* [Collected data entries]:
Start of Block
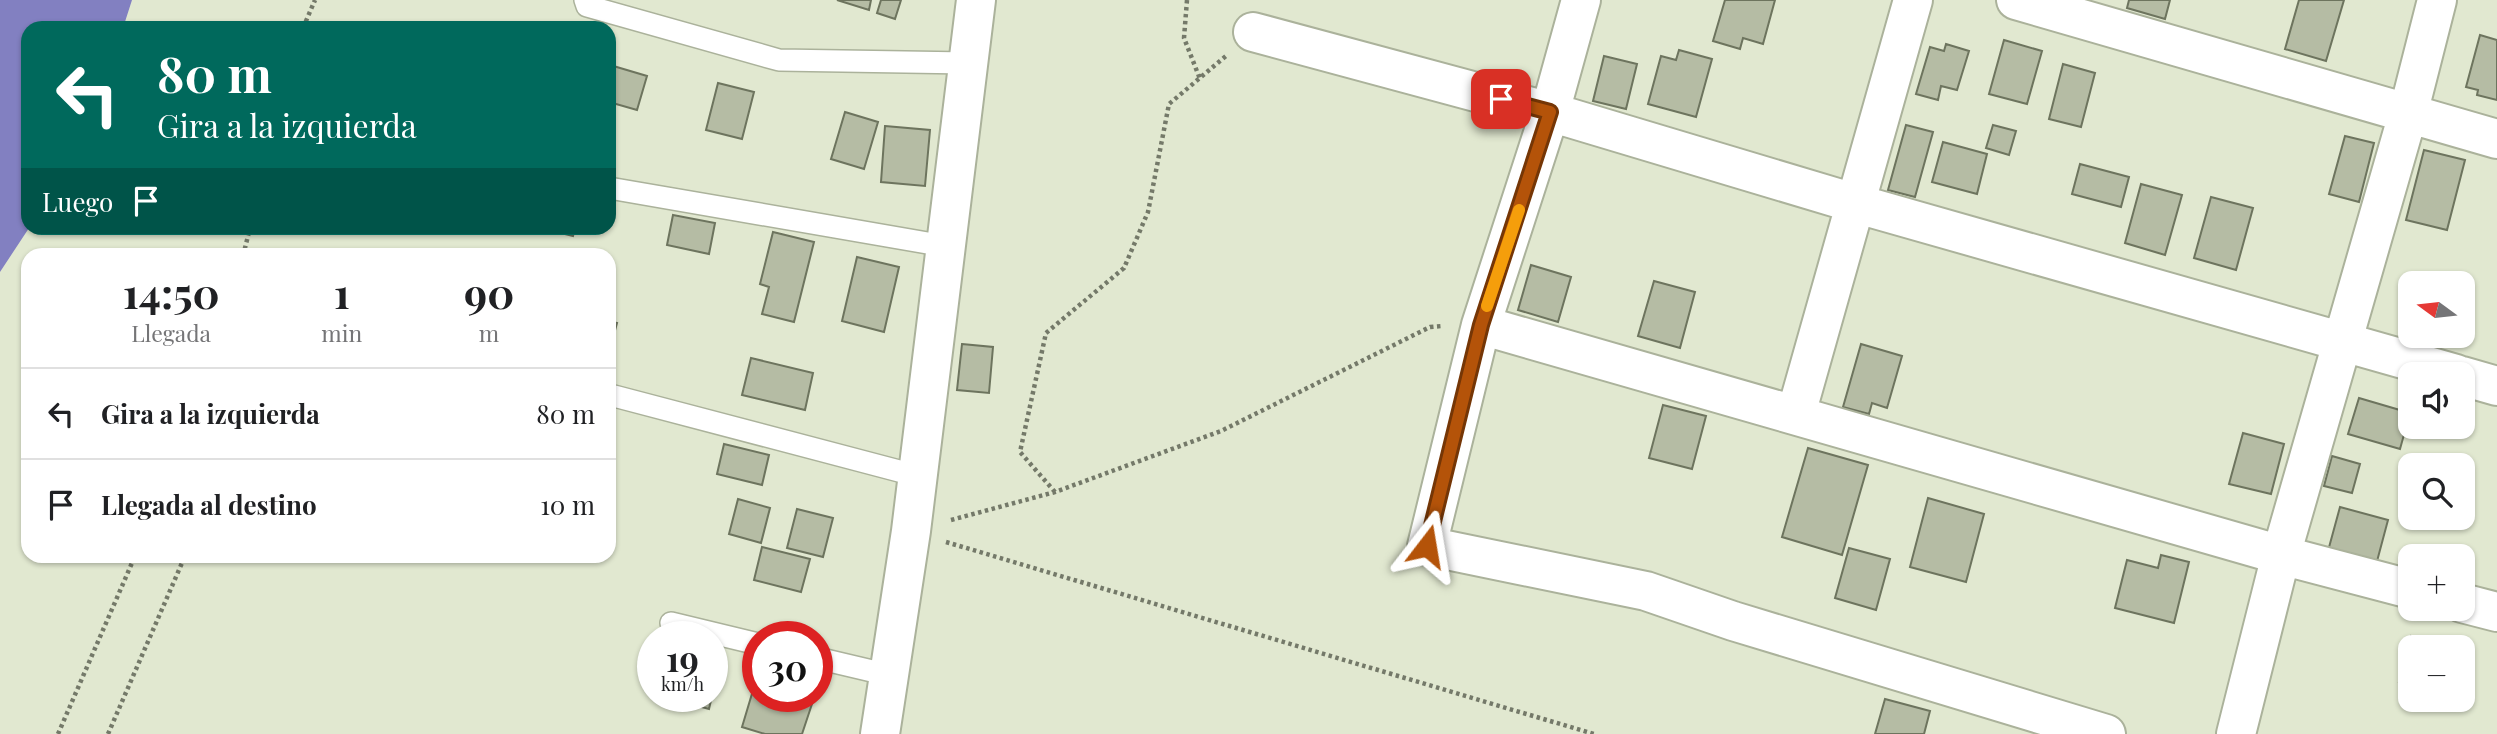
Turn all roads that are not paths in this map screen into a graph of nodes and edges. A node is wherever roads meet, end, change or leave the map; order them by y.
1 (585, 0) edge
2 (975, 0) edge
3 (1581, 0) edge
4 (1913, 0) edge
5 (2016, 0) edge
6 (2437, 0) edge
7 (1253, 32) road end
8 (968, 63) junction
9 (1550, 112) junction
10 (2408, 114) junction
11 (2497, 139) edge
12 (616, 189) edge
13 (1854, 202) junction
14 (945, 246) junction
15 (1481, 325) junction
16 (2341, 341) junction
17 (2414, 362) edge
18 (2475, 380) edge
19 (2497, 386) edge
20 (616, 397) edge
21 (1796, 414) junction
22 (918, 476) junction
23 (2281, 555) junction
24 (2398, 586) edge
25 (2475, 606) edge
26 (2497, 612) edge
27 (833, 662) edge
28 (889, 675) junction
29 (880, 734) edge
30 (2106, 734) edge
31 (2236, 734) edge

1 - 8 lane
2 - 8 street
3 - 9 street
4 - 13 street
5 - 10 street
6 - 10 street
7 - 9 street
8 - 14 street
9 - 13 street
9 - 15 street
10 - 11 street
10 - 16 street
12 - 14 lane
13 - 16 street
13 - 21 street
14 - 22 street
15 - 21 street
15 - 30 street
16 - 17 street
16 - 23 street
18 - 19 street
20 - 22 lane
21 - 23 street
22 - 28 street
23 - 24 street
23 - 31 street
25 - 26 street
27 - 28 lane
28 - 29 street

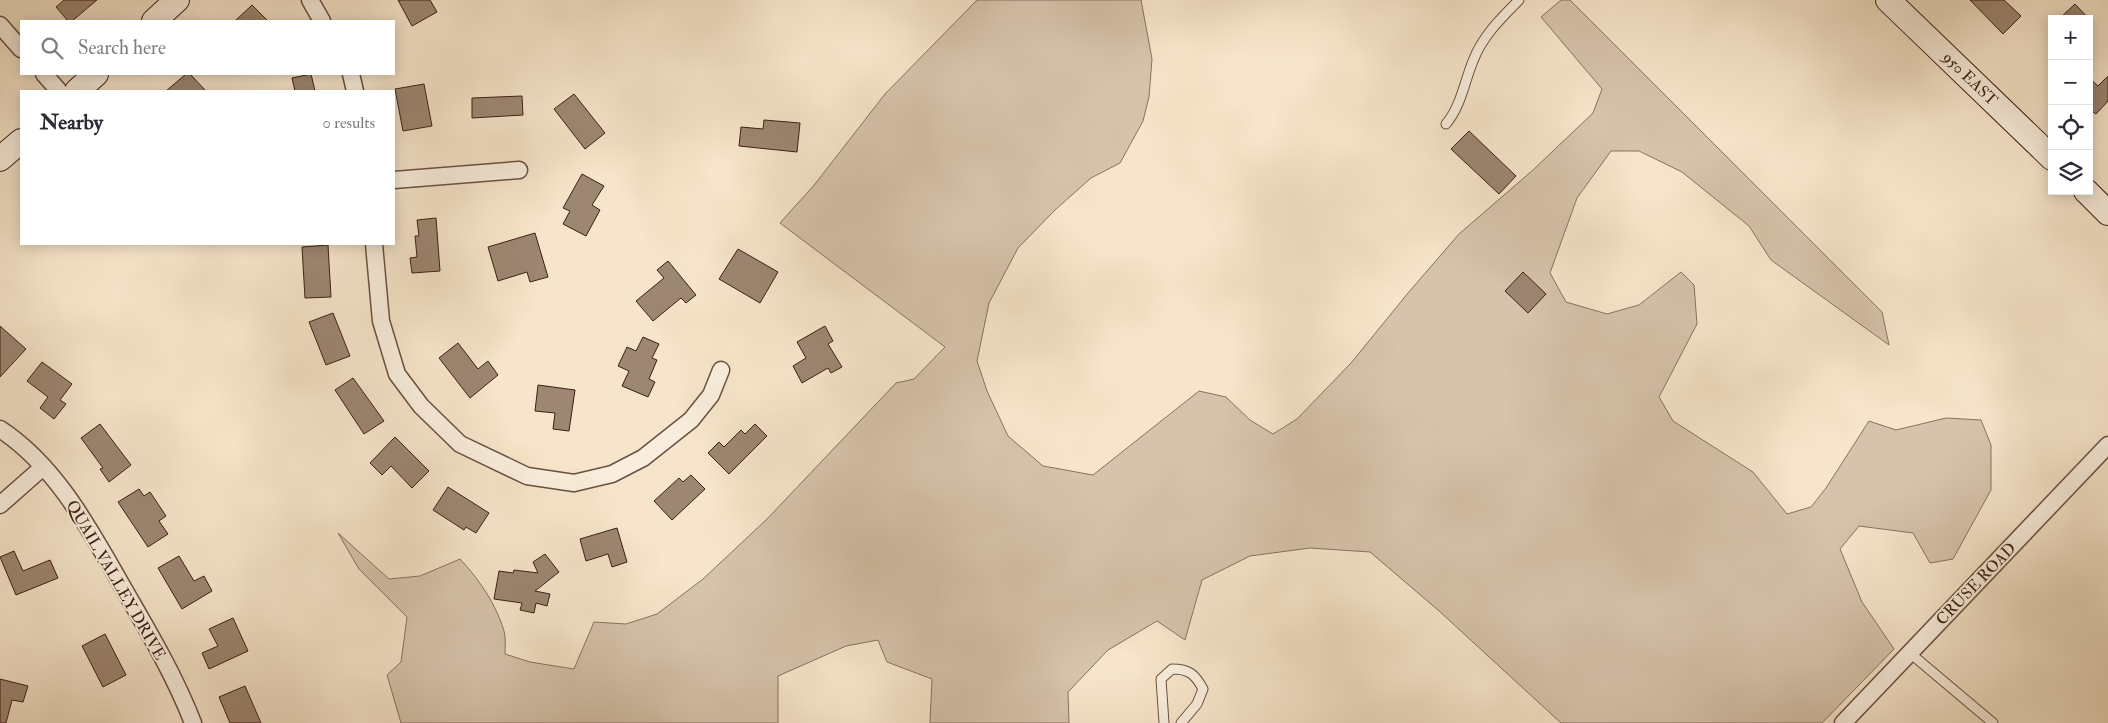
End of Block
* [Exercise brief]:
Could you restate the entries word for word, skipping any pictures?

* [Worked solution]:
Turn all roads that are not paths in this map screen into a graph of nodes and edges. A node is wherever roads meet, end, change or leave the map; order them by y.
1 (585, 0) edge
2 (975, 0) edge
3 (1581, 0) edge
4 (1913, 0) edge
5 (2016, 0) edge
6 (2437, 0) edge
7 (1253, 32) road end
8 (968, 63) junction
9 (1550, 112) junction
10 (2408, 114) junction
11 (2497, 139) edge
12 (616, 189) edge
13 (1854, 202) junction
14 (945, 246) junction
15 (1481, 325) junction
16 (2341, 341) junction
17 (2414, 362) edge
18 (2475, 380) edge
19 (2497, 386) edge
20 (616, 397) edge
21 (1796, 414) junction
22 (918, 476) junction
23 (2281, 555) junction
24 (2398, 586) edge
25 (2475, 606) edge
26 (2497, 612) edge
27 (833, 662) edge
28 (889, 675) junction
29 (880, 734) edge
30 (2106, 734) edge
31 (2236, 734) edge

1 - 8 lane
2 - 8 street
3 - 9 street
4 - 13 street
5 - 10 street
6 - 10 street
7 - 9 street
8 - 14 street
9 - 13 street
9 - 15 street
10 - 11 street
10 - 16 street
12 - 14 lane
13 - 16 street
13 - 21 street
14 - 22 street
15 - 21 street
15 - 30 street
16 - 17 street
16 - 23 street
18 - 19 street
20 - 22 lane
21 - 23 street
22 - 28 street
23 - 24 street
23 - 31 street
25 - 26 street
27 - 28 lane
28 - 29 street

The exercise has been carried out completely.